When editing, the status field is presented as a pick list, with the user allowed to select from the list of standard values for that Collection.

For Display purposes, the digit and text are usually shown side-by-side.

When used as a general sort field, status values will be sorted by their digits.

When used in a Task sort, status values will be converted to an X, for any numeric value greater than or equal to 6, or a space, for any value less than 6. The intent is to sort completed tasks to the bottom of a list sorted in this fashion.

Notenik will default to the following standard list of status values.

  • 0 - Suggested
  • 1 - Proposed
  • 2 - Approved
  • 3 - Planned
  • 4 - Active
  • 5 - Held
  • 6 - Completed
  • 7 - Pending Recurs
  • 8 - Canceled
  • 9 - Closed

The text values may be modified by placing a series of integer + label pairs in the Value area of the relevant template file, with separating punctuation. Such a template line might look something like this:

Status: 1 - Idea; 4 - In Work; 9 - Published;

Recurs

The word recurs can be used as both a label and a type.

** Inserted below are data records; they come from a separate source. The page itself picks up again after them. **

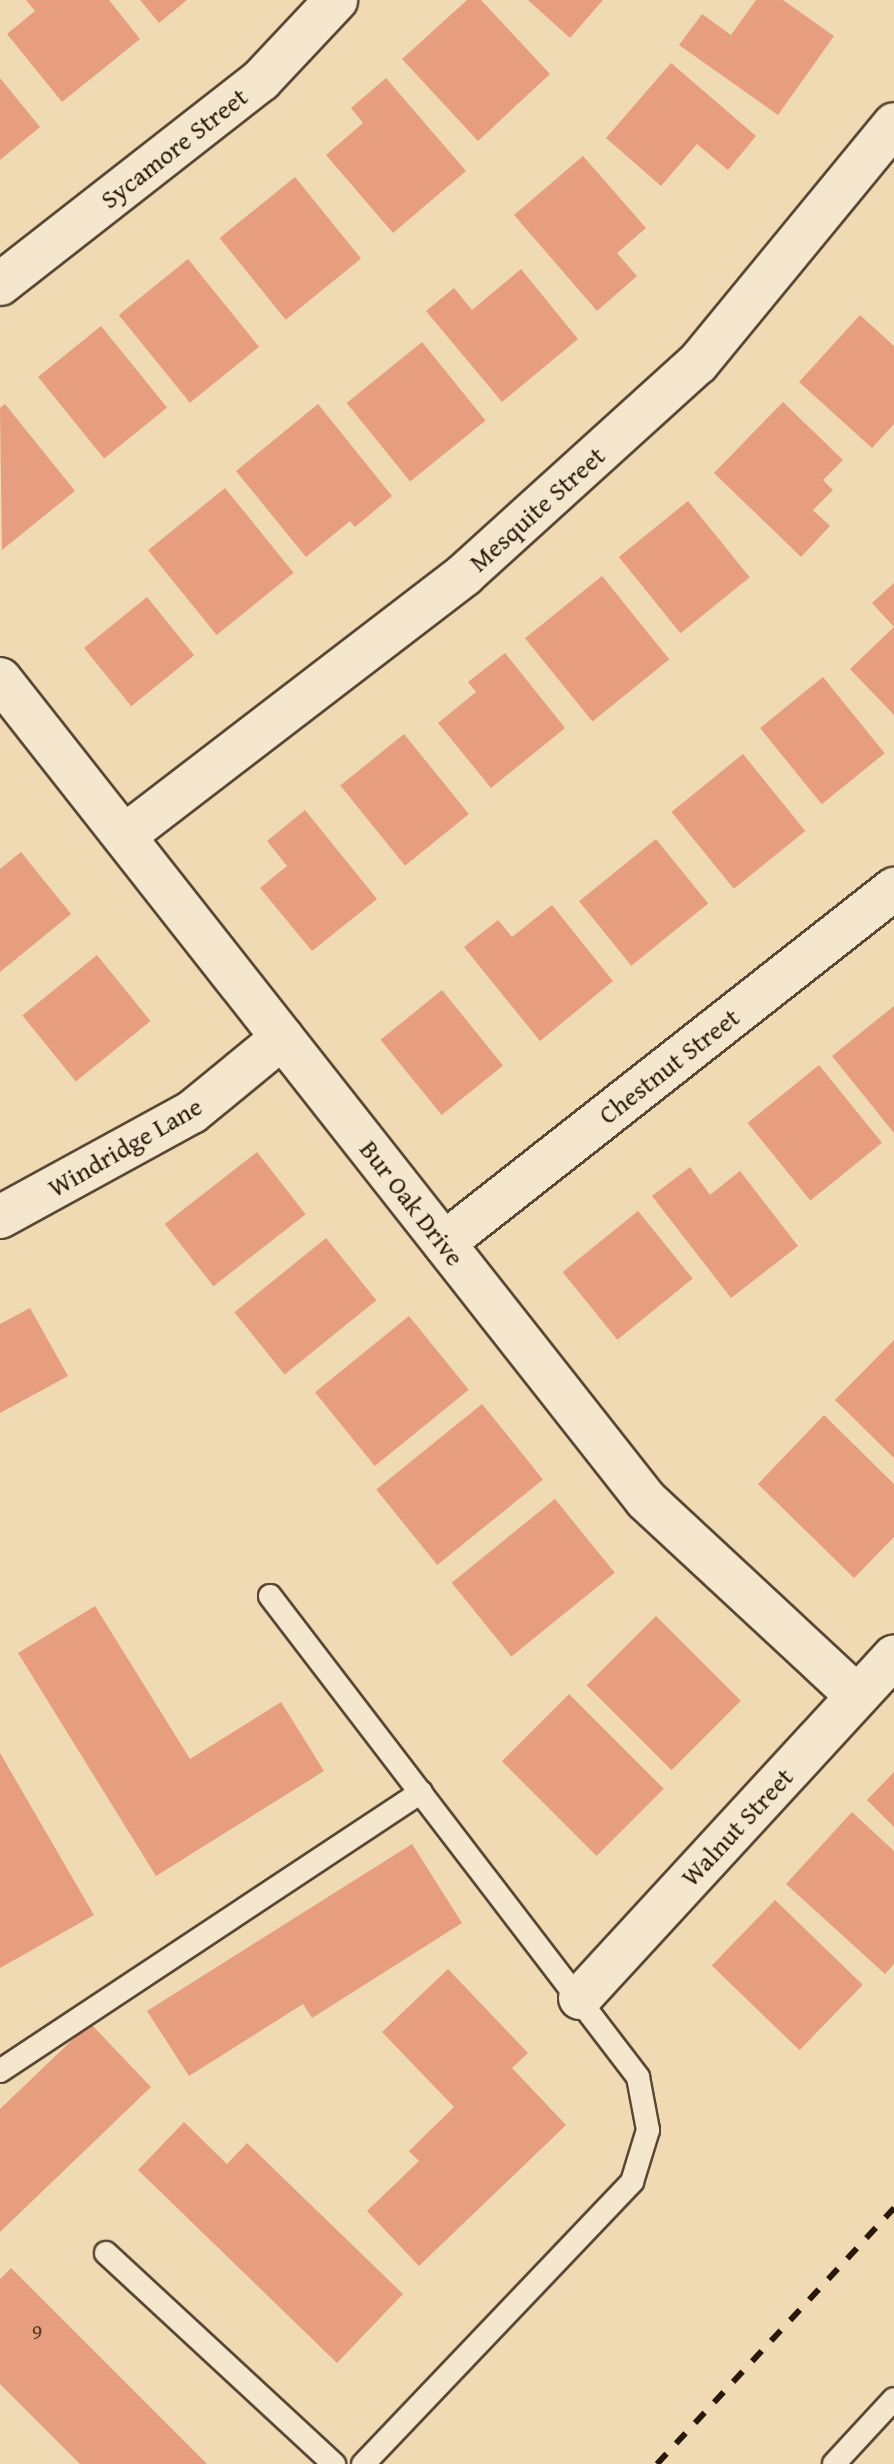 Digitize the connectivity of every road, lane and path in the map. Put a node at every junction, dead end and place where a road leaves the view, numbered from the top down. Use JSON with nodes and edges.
{"nodes":[{"id":1,"x":336,"y":0,"type":"edge"},
{"id":2,"x":894,"y":124,"type":"edge"},
{"id":3,"x":0,"y":284,"type":"edge"},
{"id":4,"x":0,"y":679,"type":"edge"},
{"id":5,"x":124,"y":836,"type":"junction"},
{"id":6,"x":894,"y":889,"type":"edge"},
{"id":7,"x":282,"y":1038,"type":"junction"},
{"id":8,"x":0,"y":1217,"type":"edge"},
{"id":9,"x":444,"y":1243,"type":"junction"},
{"id":10,"x":270,"y":1596,"type":"dead end"},
{"id":11,"x":894,"y":1656,"type":"edge"},
{"id":12,"x":857,"y":1696,"type":"junction"},
{"id":13,"x":421,"y":1792,"type":"junction"},
{"id":14,"x":580,"y":1998,"type":"junction"},
{"id":15,"x":0,"y":2071,"type":"edge"},
{"id":16,"x":106,"y":2253,"type":"dead end"},
{"id":17,"x":894,"y":2399,"type":"edge"},
{"id":18,"x":334,"y":2464,"type":"edge"},
{"id":19,"x":363,"y":2464,"type":"edge"},
{"id":20,"x":834,"y":2464,"type":"edge"}],
"edges":[{"from":1,"to":3,"type":"street","name":"Sycamore Street"},
{"from":2,"to":5,"type":"street","name":"Mesquite Street"},
{"from":4,"to":5,"type":"street","name":"Bur Oak Drive"},
{"from":5,"to":7,"type":"street","name":"Bur Oak Drive"},
{"from":6,"to":9,"type":"street","name":"Chestnut Street"},
{"from":7,"to":8,"type":"street","name":"Windridge Lane"},
{"from":7,"to":9,"type":"street","name":"Bur Oak Drive"},
{"from":9,"to":12,"type":"street","name":"Bur Oak Drive"},
{"from":10,"to":13,"type":"lane"},
{"from":11,"to":12,"type":"street","name":"Walnut Street"},
{"from":12,"to":14,"type":"street","name":"Walnut Street"},
{"from":13,"to":14,"type":"lane"},
{"from":13,"to":15,"type":"lane"},
{"from":14,"to":19,"type":"lane"},
{"from":16,"to":18,"type":"lane"},
{"from":17,"to":20,"type":"lane"}]}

In addition to recurs itself, this field type will be inferred for a label of Every.

A Collection should have at most one recurs field.

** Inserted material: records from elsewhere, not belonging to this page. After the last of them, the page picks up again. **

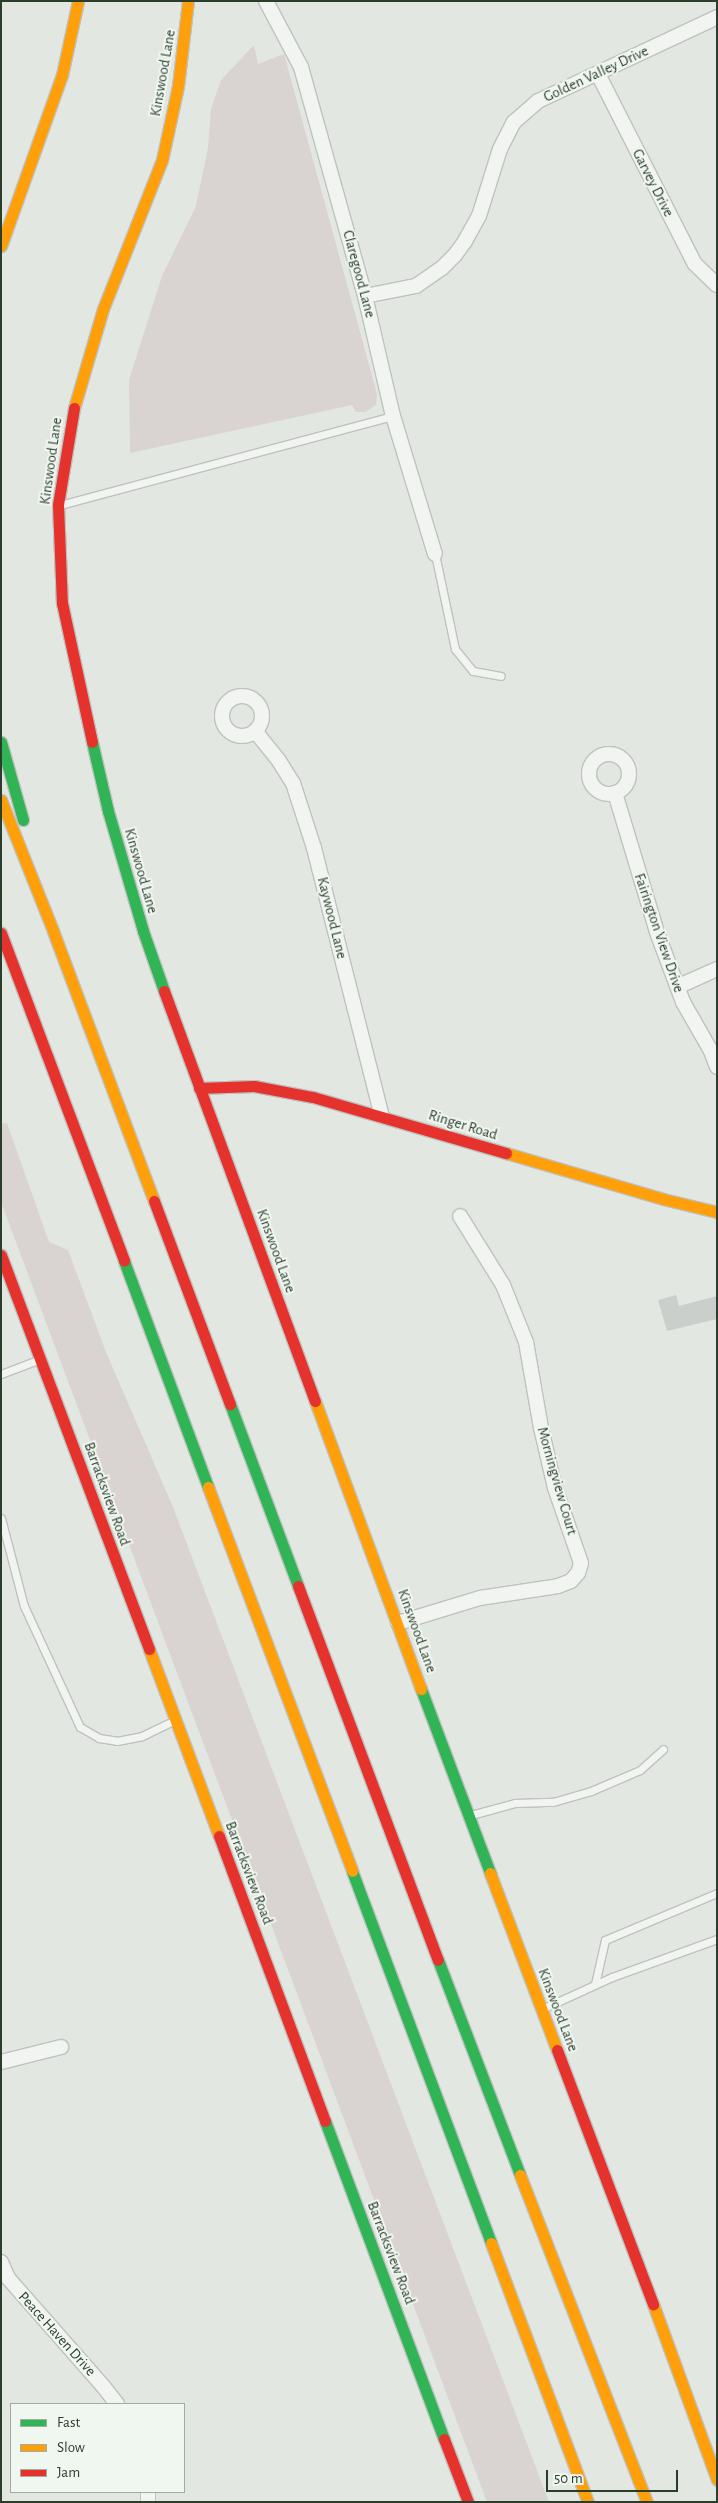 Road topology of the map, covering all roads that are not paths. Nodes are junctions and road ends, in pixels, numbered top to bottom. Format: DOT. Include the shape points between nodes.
graph roads {
  1 [pos="78,1"];
  2 [pos="188,1"];
  3 [pos="266,1"];
  4 [pos="717,17"];
  5 [pos="598,74"];
  6 [pos="1,246"];
  7 [pos="717,285"];
  8 [pos="366,296"];
  9 [pos="393,416"];
  10 [pos="58,505"];
  11 [pos="435,554"];
  12 [pos="501,676"];
  13 [pos="255,731"];
  14 [pos="1,742"];
  15 [pos="615,793"];
  16 [pos="1,800"];
  17 [pos="53,931"];
  18 [pos="1,933"];
  19 [pos="717,969"];
  20 [pos="679,986"];
  21 [pos="717,1067"];
  22 [pos="199,1088"];
  23 [pos="382,1116"];
  24 [pos="717,1212"];
  25 [pos="460,1216"];
  26 [pos="1,1256"];
  27 [pos="40,1359"];
  28 [pos="1,1374"];
  29 [pos="1,1518"];
  30 [pos="398,1623"];
  31 [pos="175,1720"];
  32 [pos="663,1749"];
  33 [pos="468,1815"];
  34 [pos="717,1893"];
  35 [pos="717,1938"];
  36 [pos="595,1984"];
  37 [pos="541,2009"];
  38 [pos="61,2047"];
  39 [pos="1,2062"];
  40 [pos="1,2262"];
  41 [pos="116,2403"];
  42 [pos="717,2480"];
  43 [pos="468,2502"];
  44 [pos="588,2502"];
  45 [pos="646,2502"];
  1 -- 6 [label="main road" via="60,82"];
  2 -- 10 [label="main road, Kinswood Lane" via="178,86 162,160 103,309 89,354 70,422"];
  3 -- 8 [label="street, Claregood Lane" via="301,67"];
  4 -- 5 [label="street, Golden Valley Drive"];
  5 -- 7 [label="street, Garvey Drive" via="695,264"];
  5 -- 8 [label="street, Golden Valley Drive" via="538,101 514,122 500,149 478,216 465,241 442,268 416,286"];
  8 -- 9 [label="street, Claregood Lane"];
  9 -- 10 [label="lane"];
  9 -- 11 [label="street, Claregood Lane"];
  10 -- 22 [label="main road, Kinswood Lane" via="62,603 108,812 143,931"];
  11 -- 12 [label="lane" via="455,649 473,671"];
  13 -- 23 [label="street, Kaywood Lane" via="293,783 308,829"];
  14 -- 17 [label="main road"];
  15 -- 20 [label="street, Fairington View Drive" via="658,935"];
  16 -- 17 [label="main road"];
  17 -- 45 [label="main road" via="471,2048"];
  18 -- 44 [label="main road"];
  19 -- 20 [label="street"];
  20 -- 21 [label="street, Fairington View Drive" via="683,1002"];
  22 -- 23 [label="main road, Ringer Road" via="254,1086 313,1097"];
  22 -- 30 [label="main road, Kinswood Lane"];
  23 -- 24 [label="main road, Ringer Road"];
  25 -- 30 [label="street, Morningview Court" via="503,1285 526,1342 541,1428 556,1488 581,1563 571,1581 558,1586 480,1598"];
  26 -- 27 [label="main road, Barracksview Road"];
  27 -- 28 [label="lane"];
  27 -- 31 [label="main road, Barracksview Road"];
  29 -- 31 [label="lane" via="24,1606 80,1727 99,1738 117,1741 142,1736"];
  30 -- 33 [label="main road, Kinswood Lane"];
  31 -- 43 [label="main road, Barracksview Road"];
  32 -- 33 [label="lane" via="640,1770 591,1791 553,1802 515,1804"];
  33 -- 37 [label="main road, Kinswood Lane"];
  34 -- 36 [label="lane" via="605,1940"];
  35 -- 36 [label="lane"];
  36 -- 37 [label="lane"];
  37 -- 42 [label="main road, Kinswood Lane"];
  38 -- 39 [label="street"];
  40 -- 41 [label="street, Peace Haven Drive" via="8,2278"];
}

The recurs field is designed to work hand-in-hand with the first (or only) date field.

The recurs field is meant to imply that the associated task is meant to recur at some regular interval, and to supply the interval of recurrence, stated in plain English.

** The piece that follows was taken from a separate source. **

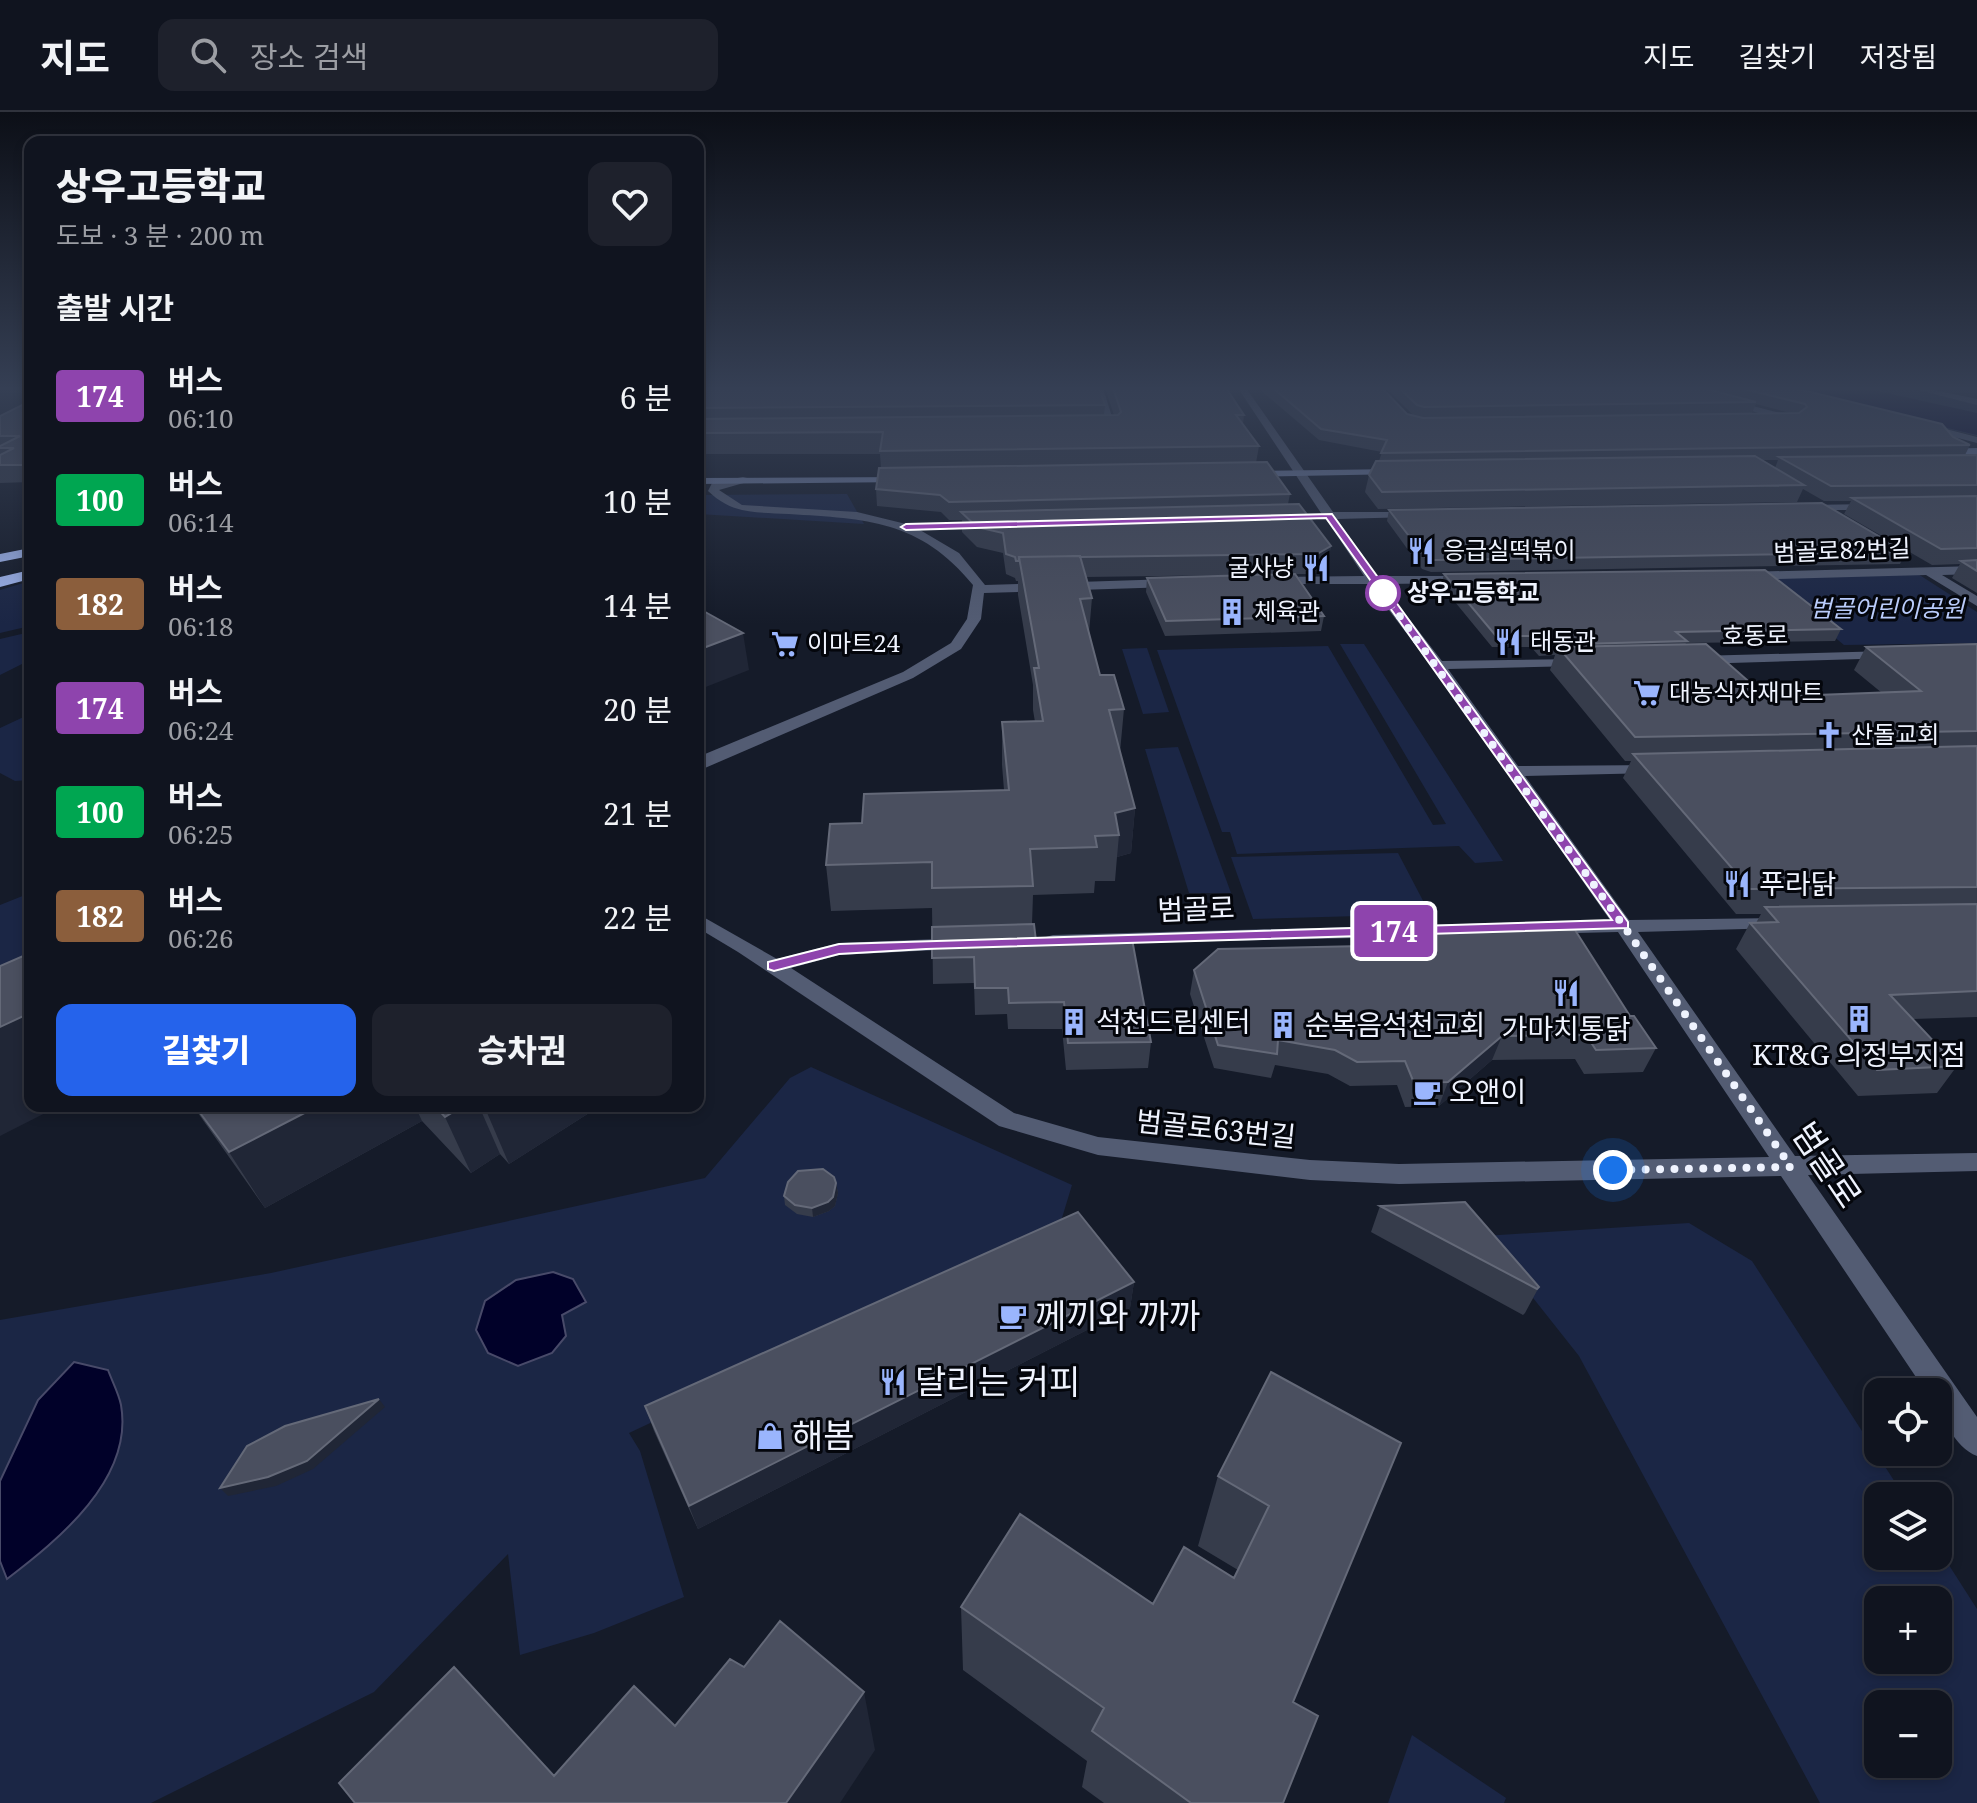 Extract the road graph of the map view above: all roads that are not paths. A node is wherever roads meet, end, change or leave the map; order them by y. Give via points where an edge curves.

Unlike some other task-tracking systems, Notenik will not duplicate a task in order to increment its date according to the recurrence rule; the existing associated Note will simply have its date field incremented.

When editing, the recurs field will appear as a single line of editable text.

When displayed, the recurs field will appear as it was entered.

Various user controls may be available to cause a Note's first or only date field to be incremented once, according to the stated recurs rule.

All of the following are valid expressions of a recurs rule. Note that use of the leading word Every is always optional, and is included only for readability. Case (upper or lower) is not significant.

  • Daily
  • Every Weekday
  • Every 3 months
  • Every Tuesday
  • Every other Monday
  • Every month
  • Quarterly
  • Every Year
  • The 15th of every month
  • 2nd Tuesday of every month

The Sequencing Field

This “group” consists on just one field type.

Seq

The word seq can be used as both a label and a type.

In addition to seq itself, this field type will be inferred for field labels matching any of the following:

  • sequence
  • rev
  • revision
  • version
  • Anything beginning with seq

A Collection is not expected to have more than one field of type seq.

A seq field is meant to contain some sort of sequence number, revision letter, version number or priority that can be used to put the Notes of a Collection into some meaningful order.

A Seq field may contain letters, digits and one or more periods (aka decimal points) or hyphens or a dollar sign (‘$’).

You may wish to assign a unique Seq value to each Note in a Collection, but Notenik does not require this (in other words, it does allow duplicate Seq values to be assigned to different Notes).

When editing, the seq field will appear as a single line of editable text.

When displayed, the seq field will be displayed as entered.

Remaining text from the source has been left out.